But first, let's start with importing some modules and setting up the information logger.

In [2]:
import os
import funcy
import matplotlib.pyplot as plt
import seaborn as sns

import mdf_reader.mdf_parser as mdf

sns.set("notebook")

file_name = "data/AMS_BALDER_110225T233000_UTC222959.mdf"
if not os.path.exists(file_name):
    # Dependent of from where we are running the notebook (inside the example directory or in the root),
    # we need to add one directory level up
    file_name = os.path.join("..", file_name)

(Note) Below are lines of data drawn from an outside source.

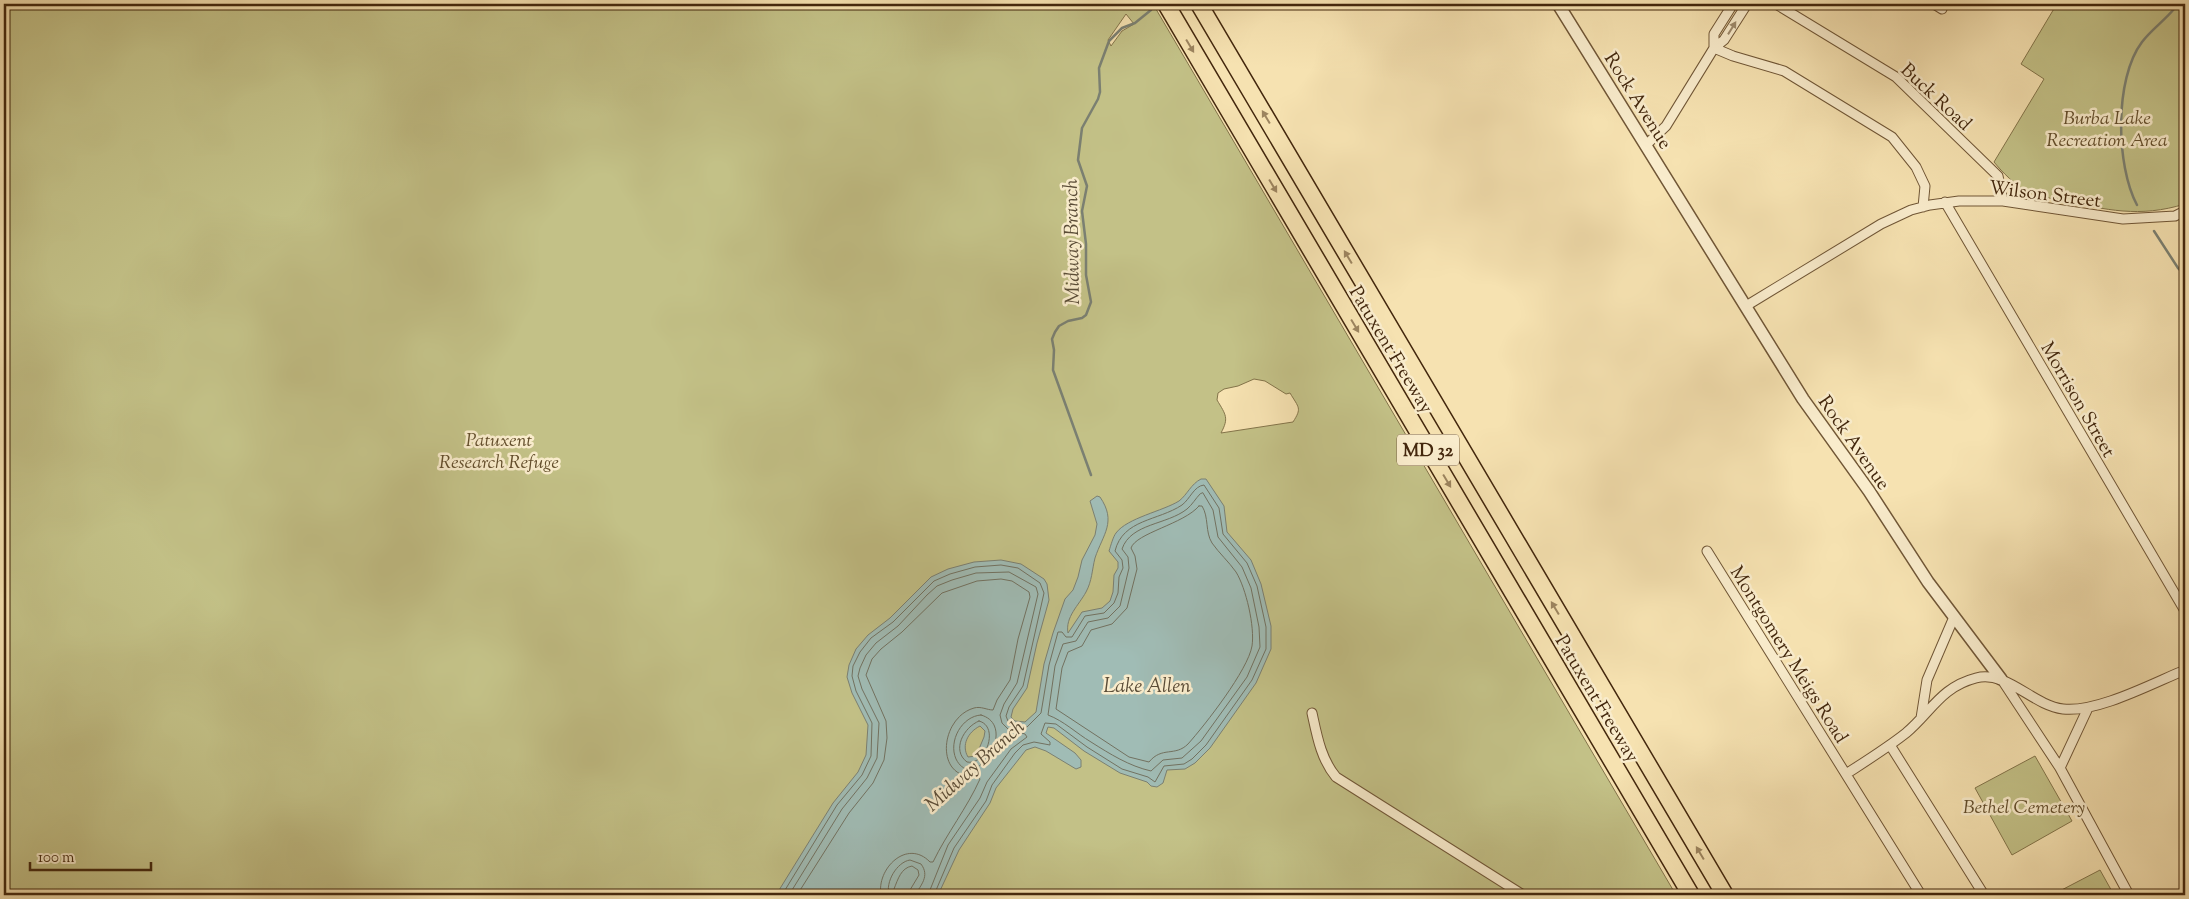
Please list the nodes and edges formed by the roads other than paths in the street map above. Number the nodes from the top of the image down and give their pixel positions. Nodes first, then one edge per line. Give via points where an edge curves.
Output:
1 (1166, 4) edge
2 (1199, 4) edge
3 (1558, 4) edge
4 (1733, 4) edge
5 (1747, 4) edge
6 (1776, 4) edge
7 (1714, 48) junction
8 (1646, 144) junction
9 (2003, 201) junction
10 (1944, 202) junction
11 (1923, 207) junction
12 (2185, 211) edge
13 (1746, 306) junction
14 (1707, 551) dead end
15 (2185, 611) edge
16 (1954, 617) junction
17 (2185, 670) edge
18 (2001, 679) junction
19 (2088, 708) junction
20 (1312, 712) dead end
21 (1921, 718) junction
22 (1890, 745) junction
23 (2060, 768) junction
24 (1846, 774) junction
25 (1523, 895) edge
26 (1691, 895) edge
27 (1725, 895) edge
28 (1921, 895) edge
29 (1984, 895) edge
30 (2129, 895) edge

1 -> 26 highway, Patuxent Freeway / MD 32
27 -> 2 highway, Patuxent Freeway / MD 32
3 - 8 street, Rock Avenue
4 - 7 street via 1714,34
7 -> 5 street via 1724,40
6 - 9 street, Buck Road via 1896,77 1998,176
7 - 8 street via 1666,126
7 - 11 street via 1784,71 1892,137 1916,167 1925,186
8 - 13 street, Rock Avenue
9 - 10 street, Wilson Street
9 - 12 street, Wilson Street via 2123,220 2175,216
10 - 11 street, Wilson Street
10 - 15 street, Morrison Street
11 - 13 street, Wilson Street via 1899,214 1881,224
13 - 16 street, Rock Avenue via 1804,398
14 - 24 street, Montgomery Meigs Road
16 - 18 street, Rock Avenue
16 - 21 street via 1927,680
17 - 19 street
18 - 19 street via 2051,706 2073,710
18 - 21 street via 1989,676 1962,682 1947,690
18 - 23 street, Rock Avenue
19 - 23 street
20 - 25 street via 1321,751 1336,778
21 - 22 street
22 - 24 street
22 - 29 street
23 - 30 street, Rock Avenue
24 - 28 street, Montgomery Meigs Road

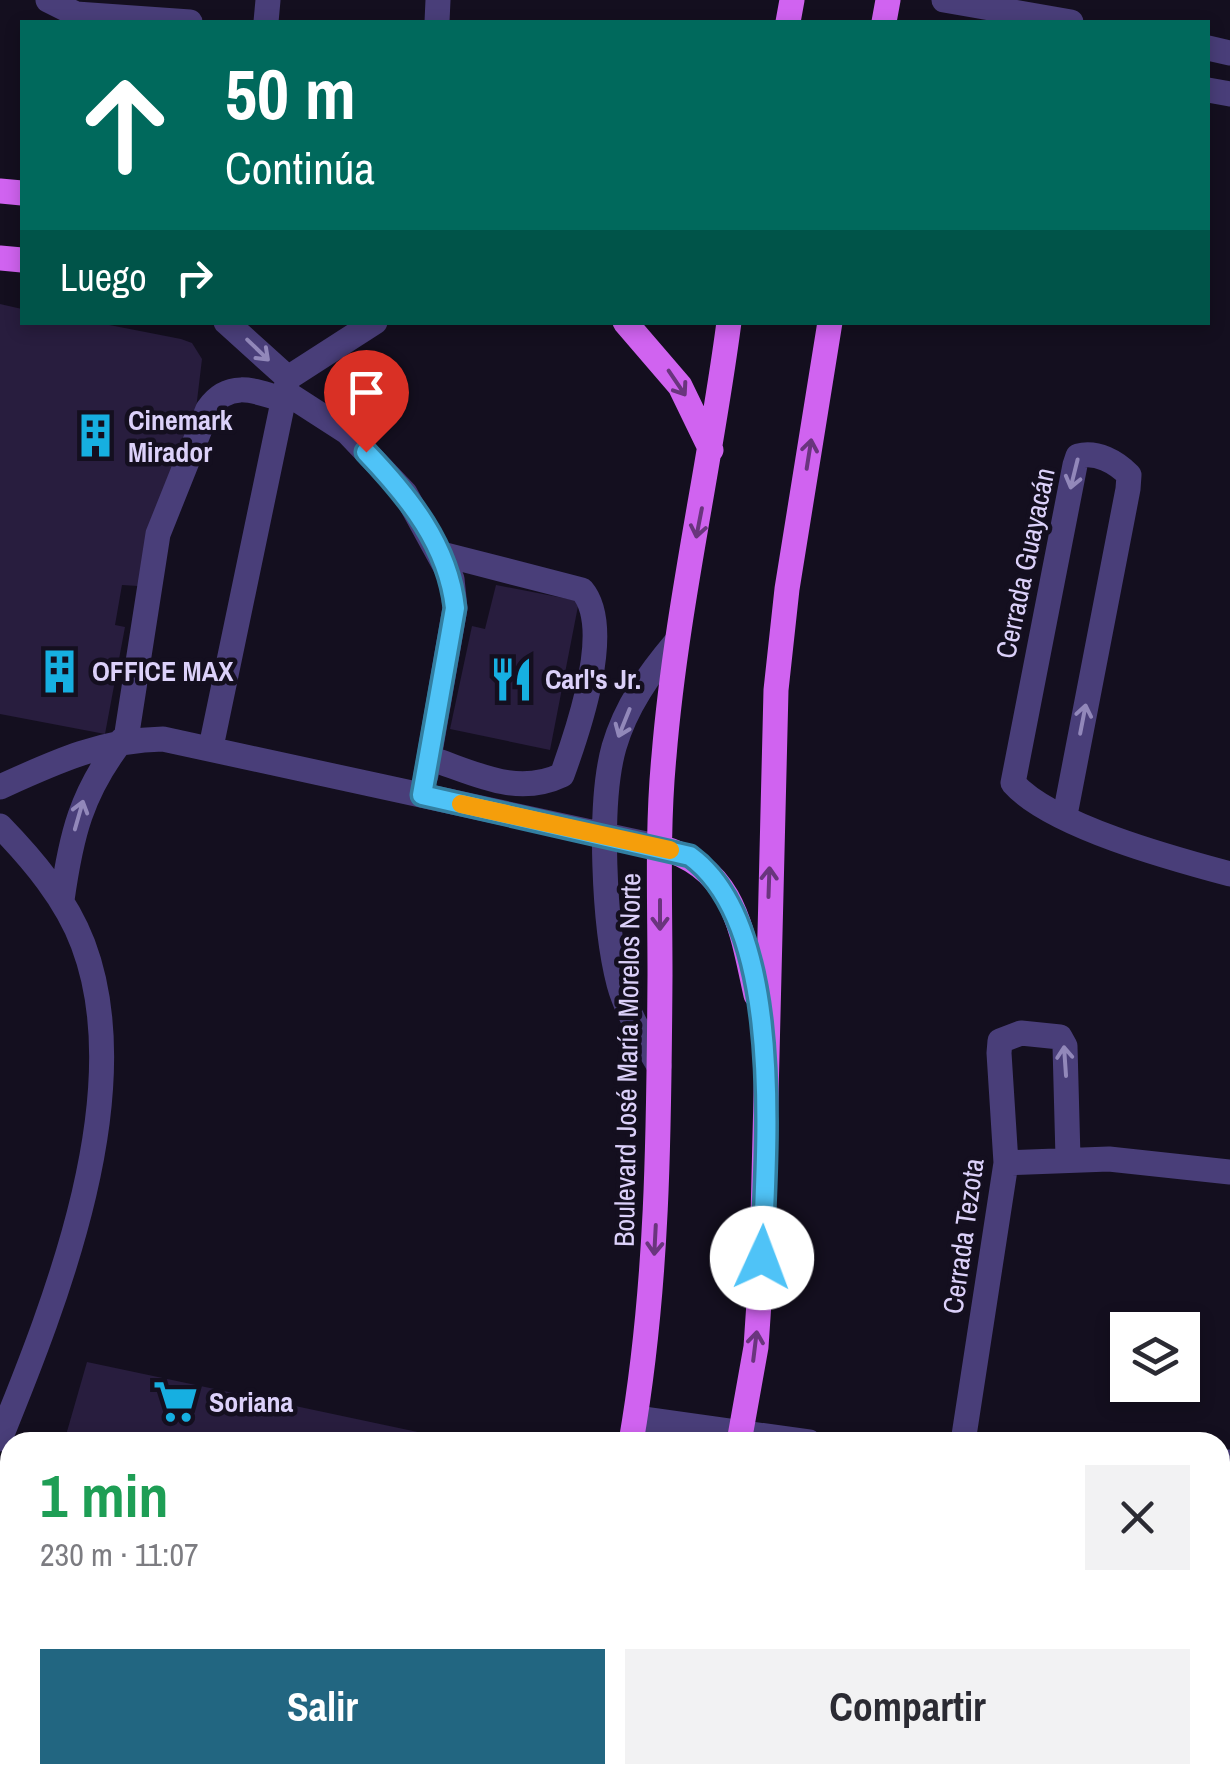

We are ready to read the mdf date by just creating a MDFParser object with the file_name as input. We put the print_duration() around the reader only to show how long the reader needs to import all the data, but this is not required

In [3]:
print("Reading the mdf file {}".format(file_name))
# Add the Timer only to show how long the reader takes
with funcy.print_durations("MDFParser"):
    mdf_obj = mdf.MDFParser(mdf_file=file_name)
print("Done")

mdf_obj.data.info()
Reading the mdf file ../data/AMS_BALDER_110225T233000_UTC222959.mdf
    3.43 s in MDFParser
Done
<class 'pandas.core.frame.DataFrame'>
DatetimeIndex: 45000 entries, 2011-02-25 23:30:00 to 2011-02-25 23:59:59.960000
Columns: 115 entries, GPS_GGAQ to GPS_LongitudeDez
dtypes: float64(94), int16(3), int64(11), uint16(6), uint64(1)
memory usage: 37.5 MB

The reading of an MDF file takes quite some time due to the binary conversion which needs to take place under the hood. In this case the reading time was 3.52 s. After we are done reading, all the data is stored in a pandas DataFrame which can be referred to as mdf_obj.data. We currently have loaded all 116 columns.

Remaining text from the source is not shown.